Reconnaître sa chance

Debout dans la cuisine où elle a réuni sa famille pour les Fêtes, Francine Laporte se rappelle sa mère. La fois où, en pleines festivités du Nouvel An, la dame de 80 ans avait surpris et fait rigoler tout le monde en portant un toast qui souhaitait autant de chance que «de cocus en France». Dans le «coeur de la maison», elle se souvient de celle qui ne manquait pas de lui prêter main-forte quand elle se mettait aux fourneaux pour faire une sauce à spaghetti. La chance, encore. Celle d'avoir cohabité avec sa mère jusqu'à l'âge adulte.

Les yeux de Francine Laporte s'embuent. «Ce n'est pas de la nostalgie, assure-t-elle. Ce sont de bons souvenirs qu'on cultive. Quand on vieillit, il faut reconnaître les privilèges et les chances qu'on a eus.»

C'est dans cette belle centenaire de Beloeil, qui fait face à la rivière Richelieu et au mont Saint-Hilaire, que Francine Laporte est née. Des photos la montrent avec sa soeur devant la maison, toutes deux chaussées de skis de fond.
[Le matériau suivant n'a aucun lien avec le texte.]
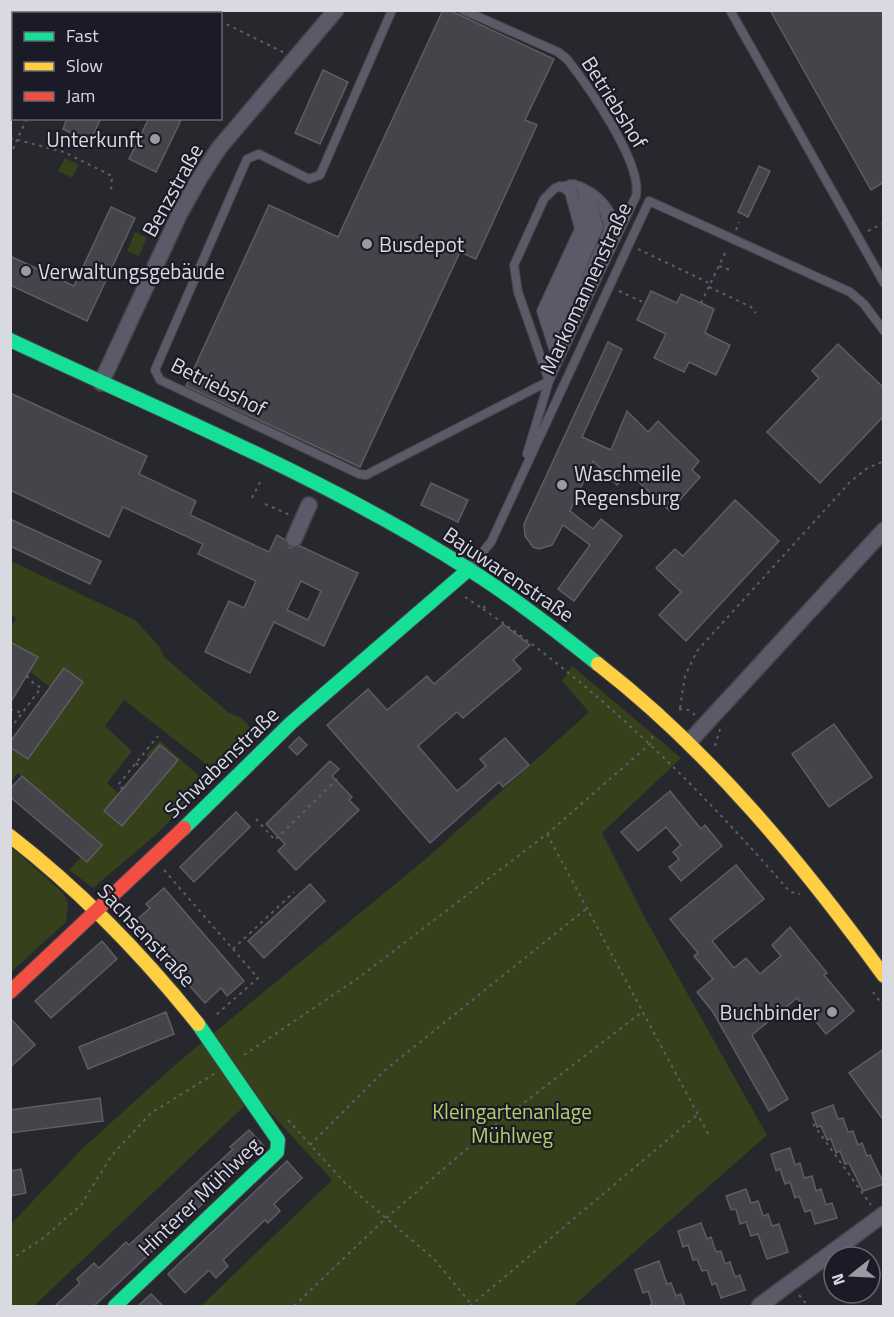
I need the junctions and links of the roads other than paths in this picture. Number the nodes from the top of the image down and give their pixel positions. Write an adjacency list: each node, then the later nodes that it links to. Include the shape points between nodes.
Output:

Elle ne quittera la maison que l'espace d'une année et demie, une fois mariée. Ce ne sera qu'un au revoir. «Ma mère vieillissait et m'a dit: "Qu'est-ce que vous diriez de venir y habiter?" Cette maison-là allait m'appartenir. On est revenus y vivre.» Sa soeur, quant à elle, s'installe dans la maison située juste à côté, également propriété de la famille.

Lorsque le jeune couple y emménage, la maison familiale abrite deux logements unis par une porte. «C'était la garde-robe qu'on avait ouverte», relate en riant Francine Laporte. Pour ses deux filles aujourd'hui trentenaires, c'était «la porte secrète» qui menait chez grand-maman. «C'était aidant pour elle et pour nous. Quand on sortait, on couchait les enfants et on ouvrait la porte. Les filles nous disaient: "Quand est-ce qu'on va avoir une vraie gardienne?"»

Remodeler la maison

Francine Laporte et son mari Pierre ont tenu à faire leur marque dans cette maison, devenue la leur. Un designer a été engagé pour faire des plans, et les petites pièces qui plaisaient à l'époque de la construction ont été refaites.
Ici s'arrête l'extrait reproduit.